まず、GoogleがChromeで実現した次の機能に注目したい。
- ブラウザのバージョンアップが強制的に実施される
- エクステンションをインストールしたあとに再起動が不要
- エクステンションの開発がHTML、CSS、JavaScriptのみで済む
- エクステンションの開発が簡単
- エクステンションのアップグレードが簡単
- テーマをインストールしたあとに再起動が不要
- テーマの開発が簡単
これはそっくりそのまま、Firefoxが抱えている問題でもある。Firefoxではこれら問題を解決するための次の取り組みを進めている。
- 強制アップグレードはしないが、アドオンやテーマのアップデートを簡単にしてユーザのアップデート阻害要因を減らしていく
- Jetpackのコマンドとしてアドオンを開発する (再起動不要)
- Jetpackのコマンドとしてアドオンを開発する (JavaScript/CSS/HTMLベース)
- Jetpackのコマンドとしてアドオンを開発する (JavaScript/CSS/HTMLベース)

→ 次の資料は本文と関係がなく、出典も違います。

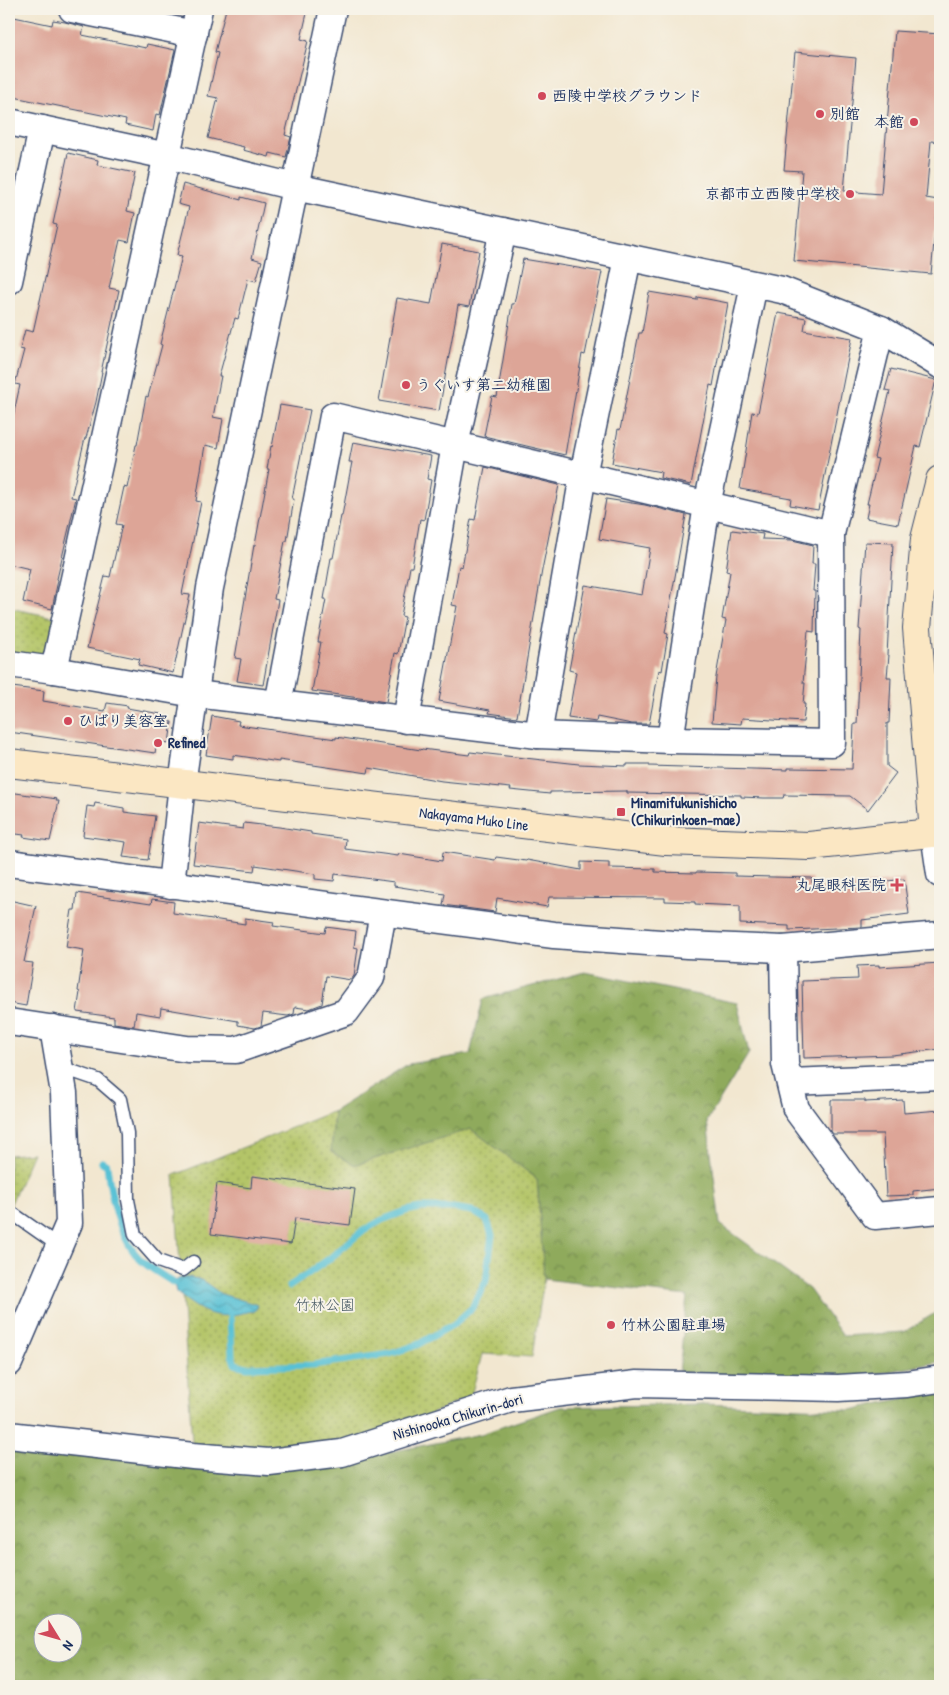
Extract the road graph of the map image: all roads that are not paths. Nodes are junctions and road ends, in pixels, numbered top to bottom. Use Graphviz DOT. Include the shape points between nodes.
graph roads {
  1 [pos="72,9"];
  2 [pos="199,9"];
  3 [pos="333,9"];
  4 [pos="194,34"];
  5 [pos="9,122"];
  6 [pos="42,129"];
  7 [pos="167,156"];
  8 [pos="295,187"];
  9 [pos="503,231"];
  10 [pos="628,258"];
  11 [pos="9,281"];
  12 [pos="754,285"];
  13 [pos="881,329"];
  14 [pos="940,364"];
  15 [pos="455,445"];
  16 [pos="582,475"];
  17 [pos="940,480"];
  18 [pos="707,505"];
  19 [pos="831,534"];
  20 [pos="9,664"];
  21 [pos="54,670"];
  22 [pos="195,694"];
  23 [pos="278,704"];
  24 [pos="406,720"];
  25 [pos="538,735"];
  26 [pos="670,740"];
  27 [pos="9,763"];
  28 [pos="182,784"];
  29 [pos="937,833"];
  30 [pos="9,863"];
  31 [pos="940,874"];
  32 [pos="171,885"];
  33 [pos="383,913"];
  34 [pos="940,935"];
  35 [pos="783,949"];
  36 [pos="9,1022"];
  37 [pos="53,1028"];
  38 [pos="60,1067"];
  39 [pos="940,1076"];
  40 [pos="790,1082"];
  41 [pos="940,1210"];
  42 [pos="9,1211"];
  43 [pos="59,1246"];
  44 [pos="193,1262"];
  45 [pos="9,1363"];
  46 [pos="940,1379"];
  47 [pos="9,1435"];
  1 -- 4 [label="street"];
  2 -- 4 [label="street"];
  3 -- 8 [label="street"];
  4 -- 7 [label="street"];
  5 -- 6 [label="street"];
  6 -- 7 [label="street"];
  6 -- 11 [label="street"];
  7 -- 8 [label="street"];
  7 -- 21 [label="street"];
  8 -- 9 [label="street"];
  8 -- 22 [label="street" via="210,588"];
  9 -- 10 [label="street"];
  9 -- 15 [label="street"];
  10 -- 12 [label="street"];
  10 -- 16 [label="street"];
  12 -- 13 [label="street" via="782,290"];
  12 -- 18 [label="street"];
  13 -- 14 [label="street"];
  13 -- 19 [label="street"];
  15 -- 16 [label="street"];
  15 -- 23 [label="street" via="333,416"];
  15 -- 24 [label="street"];
  16 -- 18 [label="street"];
  16 -- 25 [label="street"];
  17 -- 29 [label="main road" via="924,539 918,628"];
  18 -- 19 [label="street"];
  18 -- 26 [label="street"];
  19 -- 26 [label="street" via="832,743"];
  20 -- 21 [label="street"];
  21 -- 22 [label="street"];
  22 -- 23 [label="street"];
  22 -- 28 [label="street"];
  23 -- 24 [label="street"];
  24 -- 25 [label="street"];
  25 -- 26 [label="street"];
  27 -- 28 [label="main road, Nakayama Muko Line"];
  28 -- 29 [label="main road, Nakayama Muko Line" via="666,841 809,846"];
  28 -- 32 [label="street"];
  29 -- 31 [label="street"];
  30 -- 32 [label="street"];
  32 -- 33 [label="street"];
  33 -- 35 [label="street" via="554,935"];
  33 -- 37 [label="street" via="371,978 346,1012 236,1050 187,1049"];
  34 -- 35 [label="street"];
  35 -- 40 [label="street" via="785,1064"];
  36 -- 37 [label="street"];
  37 -- 38 [label="street"];
  38 -- 43 [label="street" via="69,1223"];
  38 -- 44 [label="lane" via="98,1080 120,1099 126,1133 128,1200 135,1234 158,1261 183,1270"];
  39 -- 40 [label="street"];
  40 -- 41 [label="street" via="796,1108 875,1216"];
  42 -- 43 [label="lane"];
  43 -- 45 [label="street"];
  46 -- 47 [label="street, Nishinooka Chikurin-dori" via="838,1388 637,1384 511,1399 342,1453 269,1462"];
}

- Jetpackのコマンドとしてアドオンを開発する (バージョンアップメカニズム用意)
- Personasでテーマを開発する (再起動不要)
- Personasでテーマを開発する
Mozilla Labsで実験的に取り組まれているJetpackやPersonasは、こうした問題を解決する鍵になっている。現在のFirefoxの方式では、UIの変更とテーマの調整、APIの互換性確保のすべてを両立たせるにはまとまった開発時間とそれ相応の技術力、継続したメンテナンスが欠かせない。しかも緩やかなアップグレードではなく、迅速なアップグレードが求められている。JetpackとPersonasはこうした問題に対する一つの取り組みであり、それ相応の効果を持っている。
しかし、こうした内実を知らない状況でOn Personas and themesを読んだユーザには「MozillaがFirefoxアドオンを捨ててJetpackとPersonasのみに移るつもりなのか」といった誤解を与えてしまったようだ。同ブログに寄せられているコメントには、いったい何を考えているつもりなのか、Firefoxを始末するつもりか、またChromeがやっていることをコピーするつもりか、という懸念が示されている。最近のFirefoxが取り組んでいる内容はどれも先行してChromeが実現しているため後追いのように見えがちだ。もちろん、Chromeの影響がまったくないとは言えないだろう。しかしこうした取り組みはChromeで機能が実現されるよりも前の段階から議論され開発が取り組まれてきたもので、Chromeの後追いをしているわけではない。
2万を越えるFirefoxアドオンはFirefoxの最大の魅力のひとつであり、この状況は今後も変わることがないようにみえる。Mozillaでは徐々にJetpackを使った実装へアドオンが切り替わっていくことを狙っているが、現在のアドオンのサポートがなくなるわけではない。